# Per-instance keypoint data
· · · ·

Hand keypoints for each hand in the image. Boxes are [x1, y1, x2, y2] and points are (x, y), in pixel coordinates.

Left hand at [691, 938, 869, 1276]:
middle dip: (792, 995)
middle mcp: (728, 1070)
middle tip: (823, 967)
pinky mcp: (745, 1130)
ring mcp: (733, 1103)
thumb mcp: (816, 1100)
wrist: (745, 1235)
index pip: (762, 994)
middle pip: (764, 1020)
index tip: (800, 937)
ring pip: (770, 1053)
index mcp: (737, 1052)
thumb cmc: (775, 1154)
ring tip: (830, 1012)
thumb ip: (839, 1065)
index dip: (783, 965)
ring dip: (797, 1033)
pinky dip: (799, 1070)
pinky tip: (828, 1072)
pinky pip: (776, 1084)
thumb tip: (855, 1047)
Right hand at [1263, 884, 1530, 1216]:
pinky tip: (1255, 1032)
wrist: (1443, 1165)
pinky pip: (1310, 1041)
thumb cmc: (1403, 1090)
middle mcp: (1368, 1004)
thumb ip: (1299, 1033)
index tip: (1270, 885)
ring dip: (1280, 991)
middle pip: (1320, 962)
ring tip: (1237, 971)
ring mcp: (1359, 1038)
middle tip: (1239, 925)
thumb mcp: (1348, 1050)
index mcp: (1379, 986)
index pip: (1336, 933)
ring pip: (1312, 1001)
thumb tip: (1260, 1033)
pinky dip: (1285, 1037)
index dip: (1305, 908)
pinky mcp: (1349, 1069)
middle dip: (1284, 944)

· · · ·

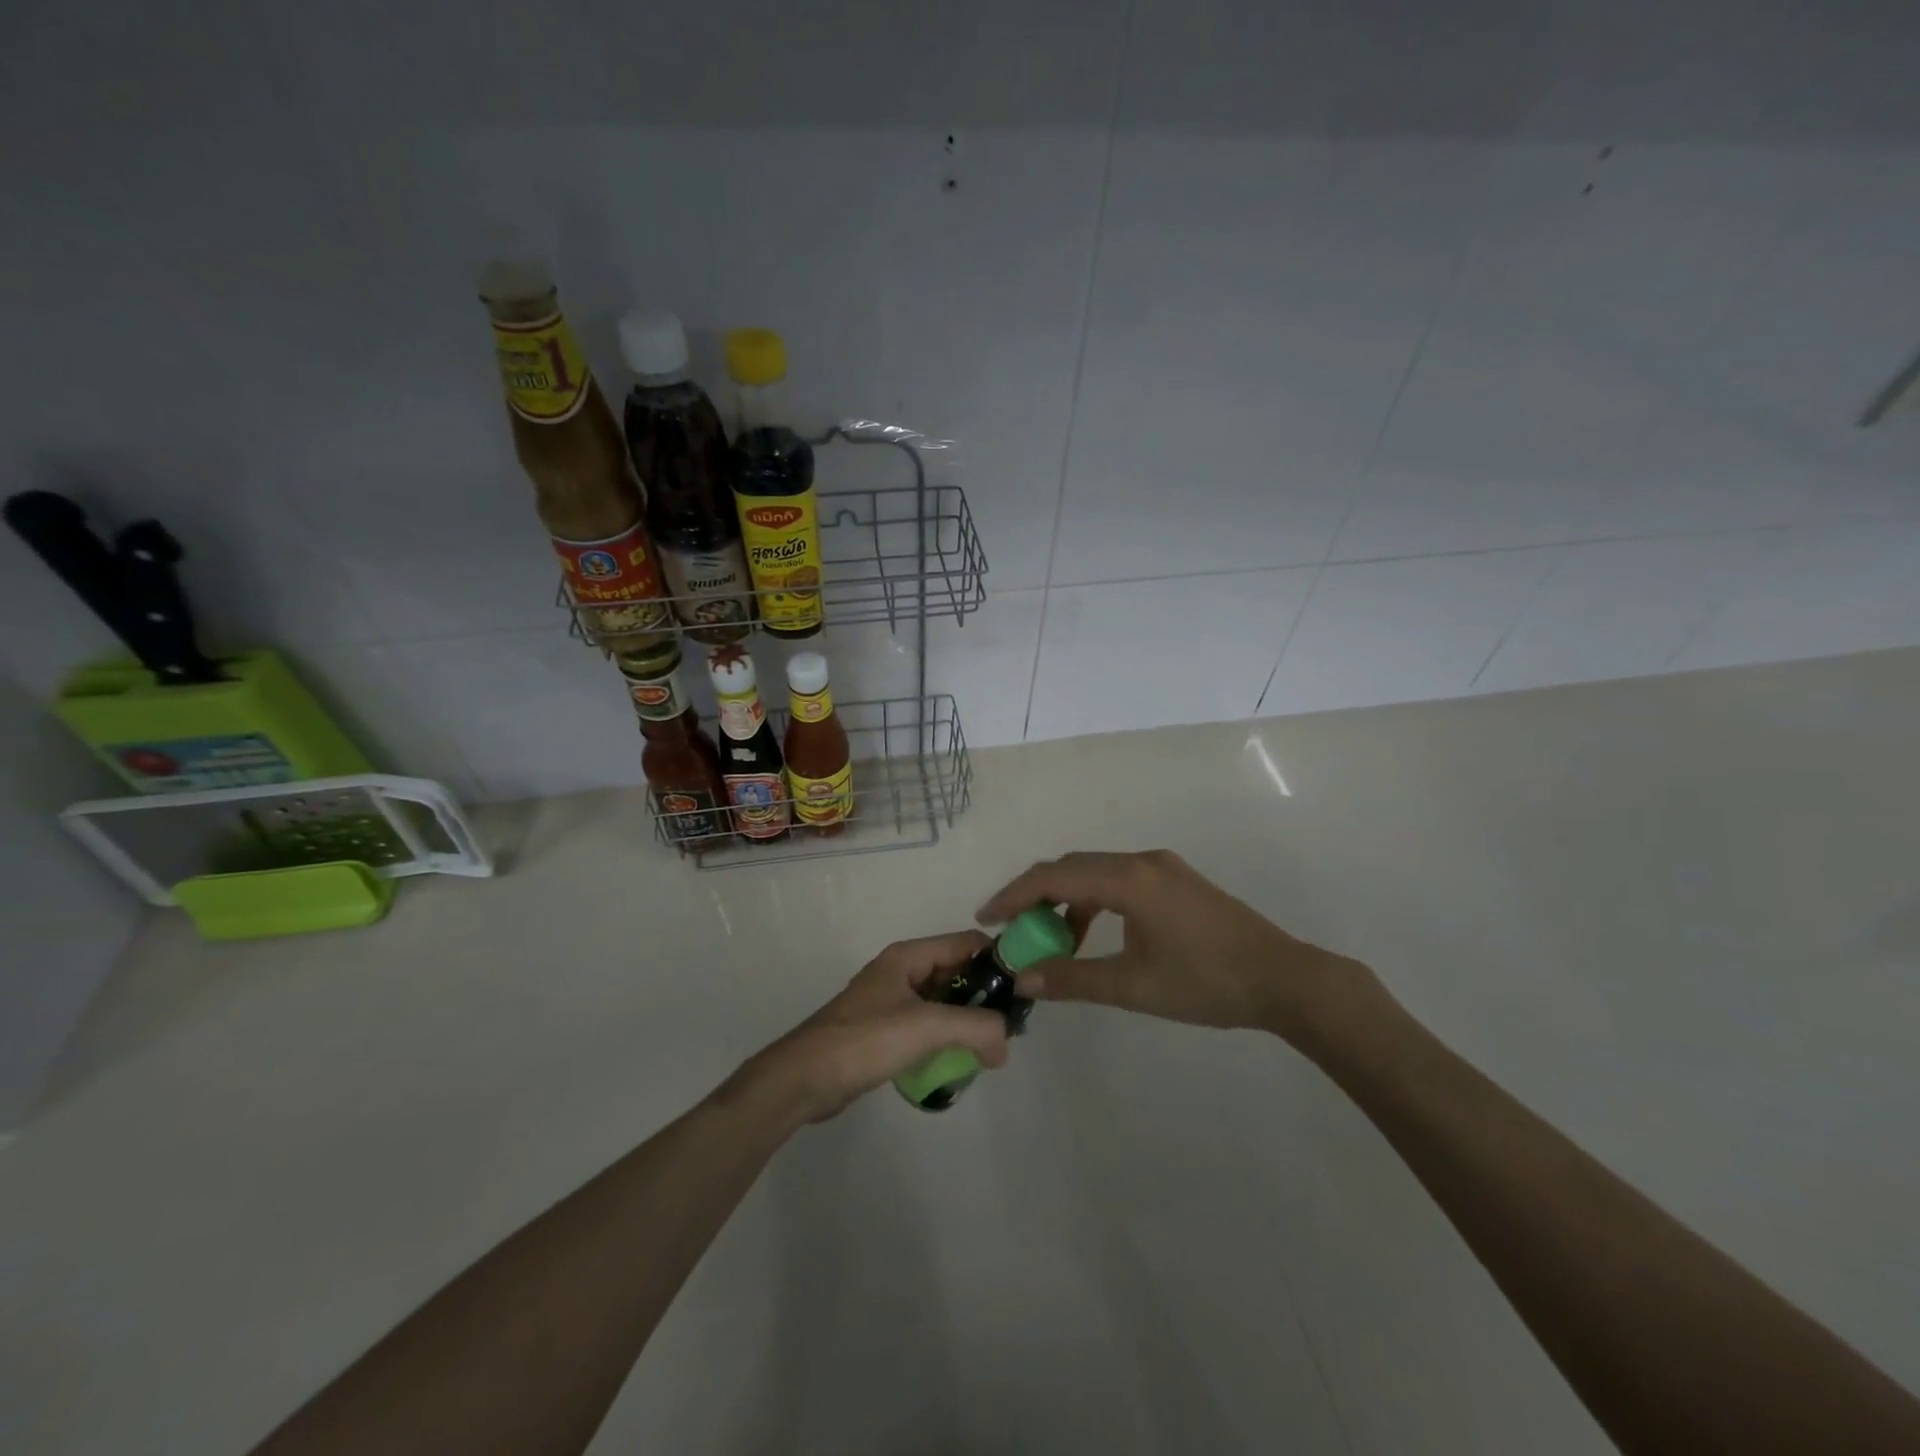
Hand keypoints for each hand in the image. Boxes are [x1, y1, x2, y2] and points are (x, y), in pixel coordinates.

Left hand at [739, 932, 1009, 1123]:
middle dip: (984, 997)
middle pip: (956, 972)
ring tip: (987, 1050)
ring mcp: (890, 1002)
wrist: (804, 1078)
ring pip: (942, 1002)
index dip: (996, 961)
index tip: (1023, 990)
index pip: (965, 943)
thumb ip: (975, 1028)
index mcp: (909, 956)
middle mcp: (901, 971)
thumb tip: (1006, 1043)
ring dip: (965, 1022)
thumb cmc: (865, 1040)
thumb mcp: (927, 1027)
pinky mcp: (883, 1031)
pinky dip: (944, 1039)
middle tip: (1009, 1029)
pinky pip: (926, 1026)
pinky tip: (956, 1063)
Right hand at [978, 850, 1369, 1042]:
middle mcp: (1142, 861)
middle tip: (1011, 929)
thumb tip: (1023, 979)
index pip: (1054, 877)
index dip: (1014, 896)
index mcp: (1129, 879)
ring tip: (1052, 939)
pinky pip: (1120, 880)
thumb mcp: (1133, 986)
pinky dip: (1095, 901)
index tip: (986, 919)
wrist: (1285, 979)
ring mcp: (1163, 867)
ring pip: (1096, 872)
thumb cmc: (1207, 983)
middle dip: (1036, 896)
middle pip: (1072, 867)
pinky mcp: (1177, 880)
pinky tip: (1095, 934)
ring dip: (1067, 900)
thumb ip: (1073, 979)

· · · ·

# WORK ORDER
Could you write out, exactly as they stand, only the lines above that begin at the line with "wrist: (1285, 979)" and stop after the line with "thumb ip: (1073, 979)"?

# RESPONSE BELOW
wrist: (1285, 979)
ring mcp: (1163, 867)
ring pip: (1096, 872)
thumb cmc: (1207, 983)
middle dip: (1036, 896)
middle pip: (1072, 867)
pinky mcp: (1177, 880)
pinky tip: (1095, 934)
ring dip: (1067, 900)
thumb ip: (1073, 979)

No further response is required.